With the magrittr operator, %>%, but not the |> operator, you can change the default input position using the special variable . (dot). If the right-hand side expression has . as a parameter, then that is where the left-hand side value goes. All the following four pipelines are equivalent:
mydata <- read_csv("data/income.csv",
                   col_types = "cdddd") |>
    pivot_longer(names_to = "year", values_to = "mean_income", !country) |>
    drop_na()
mydata <- read_csv("data/income.csv",
                   col_types = "cdddd") %>%
    pivot_longer(names_to = "year", values_to = "mean_income", !country) %>%
    drop_na()
mydata <- read_csv("data/income.csv",
                   col_types = "cdddd") %>%
    pivot_longer(data = ., names_to = "year", values_to = "mean_income", !country) %>%
    drop_na()
mydata <- read_csv("data/income.csv",
                   col_types = "cdddd") %>%
    pivot_longer(names_to = "year", values_to = "mean_income", !country, data = .) %>%
    drop_na()
You can use a dot more than once on the right-hand side:
rnorm(5) %>% tibble(x = ., y = .)
## # A tibble: 5 × 2
##         x       y
##     <dbl>   <dbl>
## 1 -0.951  -0.951
## 2  0.0206  0.0206
## 3  1.14    1.14
## 4 -0.172  -0.172
## 5  0.0795  0.0795
You can also use it in nested function calls.
rnorm(5) %>% tibble(x = ., y = abs(.))
## # A tibble: 5 × 2
##          x       y
##      <dbl>   <dbl>
## 1  1.61    1.61
## 2  1.86    1.86
## 3 -0.211   0.211
## 4 -0.00352 0.00352
## 5 -0.522   0.522
If the dot is only found in nested function calls, however, magrittr will still add it as the first argument to the right-hand side function.
rnorm(5) %>% tibble(x = sin(.), y = abs(.))
## # A tibble: 5 × 3
##        .      x     y
##    <dbl>  <dbl> <dbl>
## 1  1.10   0.893 1.10
## 2 -0.155 -0.155 0.155
## 3  0.102  0.102 0.102
## 4  0.627  0.587 0.627
## 5  0.280  0.276 0.280
To avoid this, you can put the right-hand side expression in curly brackets:
rnorm(5) %>% { tibble(x = sin(.), y = abs(.)) }
## # A tibble: 5 × 2
##         x      y
##     <dbl>  <dbl>
## 1  0.661  0.723
## 2  0.0588 0.0588
## 3  0.960  1.86
## 4  0.820  0.961
## 5 -0.366  0.375

In general, you can put expressions in curly brackets as the right-hand side of a pipe operator and have magrittr evaluate them.

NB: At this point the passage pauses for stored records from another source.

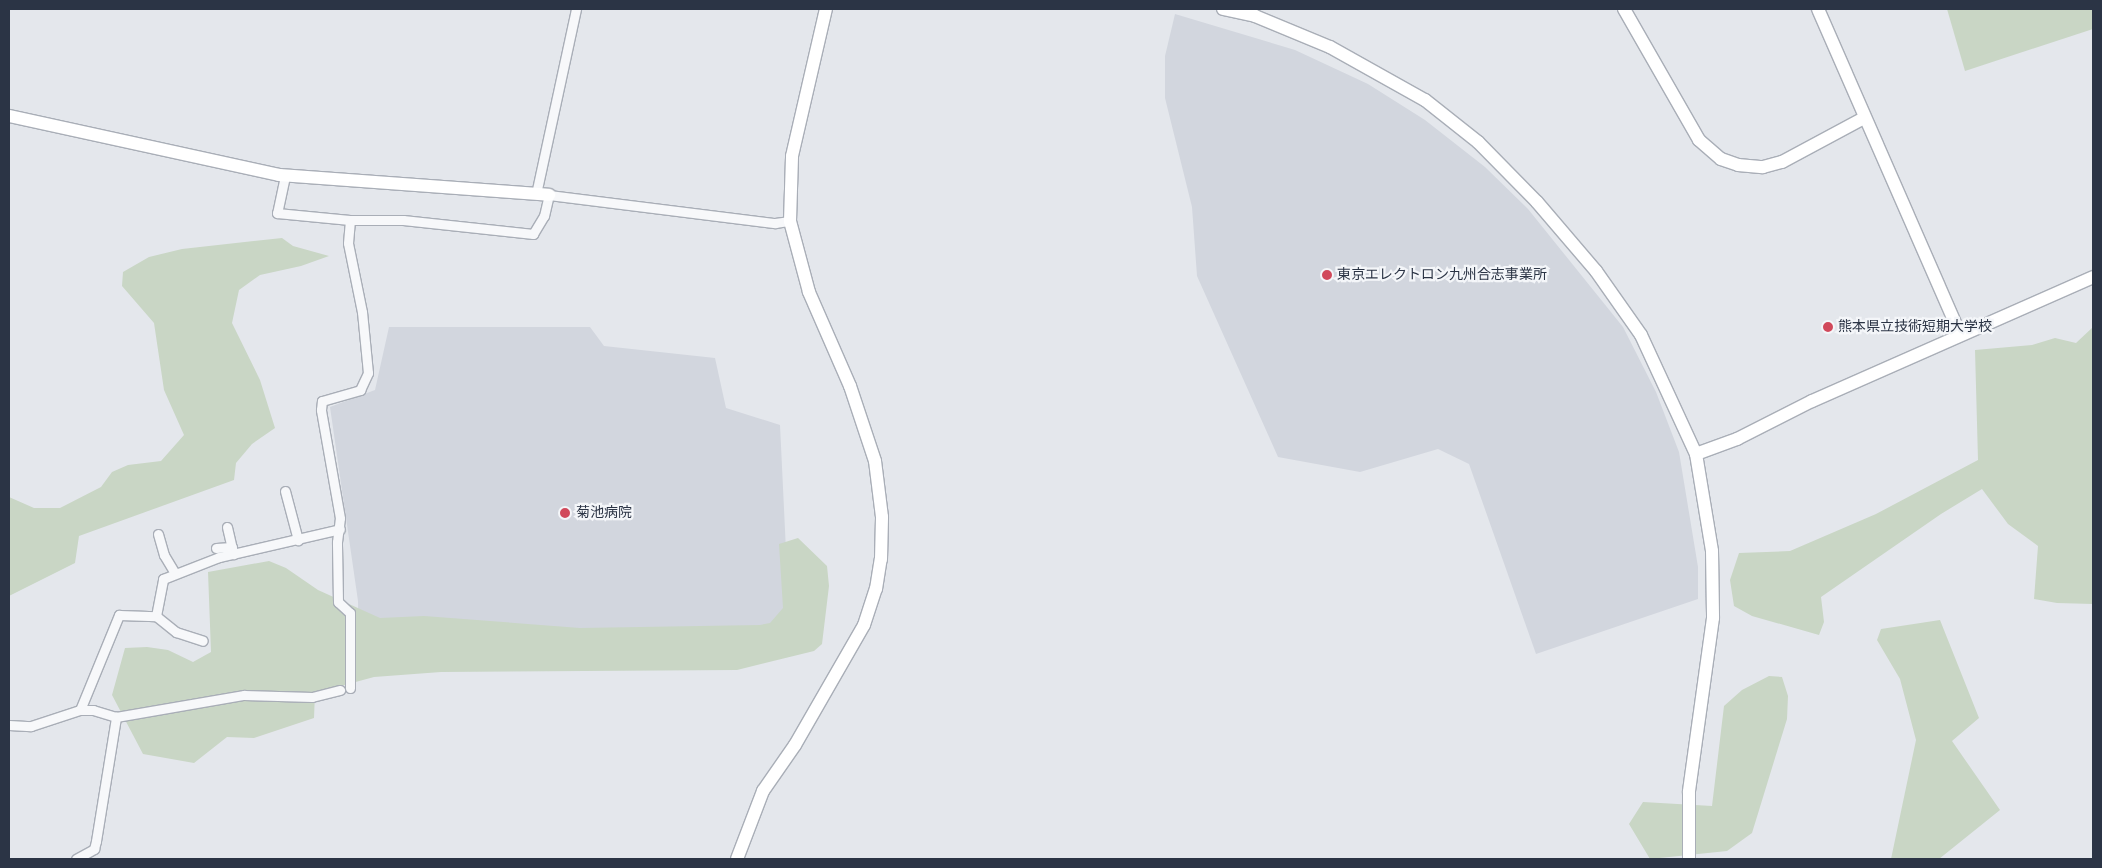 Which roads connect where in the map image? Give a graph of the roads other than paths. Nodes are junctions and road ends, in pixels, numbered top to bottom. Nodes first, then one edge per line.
1 (576, 9) edge
2 (826, 9) edge
3 (1223, 9) edge
4 (1624, 9) edge
5 (1818, 9) edge
6 (1256, 12) edge
7 (9, 116) edge
8 (1864, 118) junction
9 (285, 176) junction
10 (536, 194) junction
11 (550, 195) junction
12 (350, 220) junction
13 (790, 221) junction
14 (2093, 277) edge
15 (1960, 334) junction
16 (1696, 454) junction
17 (285, 491) dead end
18 (227, 527) dead end
19 (340, 529) junction
20 (158, 534) dead end
21 (298, 540) junction
22 (216, 548) dead end
23 (233, 551) junction
24 (175, 574) junction
25 (156, 616) junction
26 (203, 641) dead end
27 (350, 688) dead end
28 (340, 690) dead end
29 (80, 710) junction
30 (116, 717) junction
31 (9, 725) edge
32 (76, 859) edge
33 (737, 859) edge
34 (1689, 859) edge

1 - 10 street
2 - 13 street
3 - 6 street
4 - 8 street
5 - 8 street
6 - 16 street
7 - 9 street
8 - 15 street
9 - 10 street
9 - 12 street
10 - 11 street
11 - 12 street
11 - 13 street
12 - 19 street
13 - 33 street
14 - 15 street
15 - 16 street
16 - 34 street
17 - 21 street
18 - 23 street
19 - 21 street
19 - 27 street
20 - 24 street
21 - 23 street
22 - 23 street
23 - 24 street
24 - 25 street
25 - 26 street
25 - 29 street
28 - 30 street
29 - 30 street
29 - 31 street
30 - 32 street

Think of it as a way to write one-parameter anonymous functions. The input variable is the dot, and the expression inside the curly brackets is the body of the function.

Function Composition

It is trivial to write your own functions such that they work well with pipelines. All functions map input to output (ideally with no side effects) so all functions can be used in a pipeline. If the key input is the first argument of a function you write, the default placement of the left-hand side value will work—so that is preferable—but otherwise you can explicitly use the dot.

When writing pipelines, however, often you do not need to write a function from scratch. If a function is merely a composition of other function calls—it is a pipeline function itself—we can define it as such.

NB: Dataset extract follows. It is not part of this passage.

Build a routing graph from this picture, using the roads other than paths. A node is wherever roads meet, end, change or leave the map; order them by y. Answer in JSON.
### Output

In mathematics, the function composition operator, °, defines the composition of functions f and g, g ° f, to be the function

(g ° f)(x) = g(f(x))

Many functional programming languages encourage you to write functions by combining other functions and have operators for that. It is not frequently done in R, and while you can implement function composition, there is no built-in operator. The magrittr package, however, gives you this syntax:
h <- . %>% f() %>% g()

This defines the function h, such that h(x) = g(f(x)).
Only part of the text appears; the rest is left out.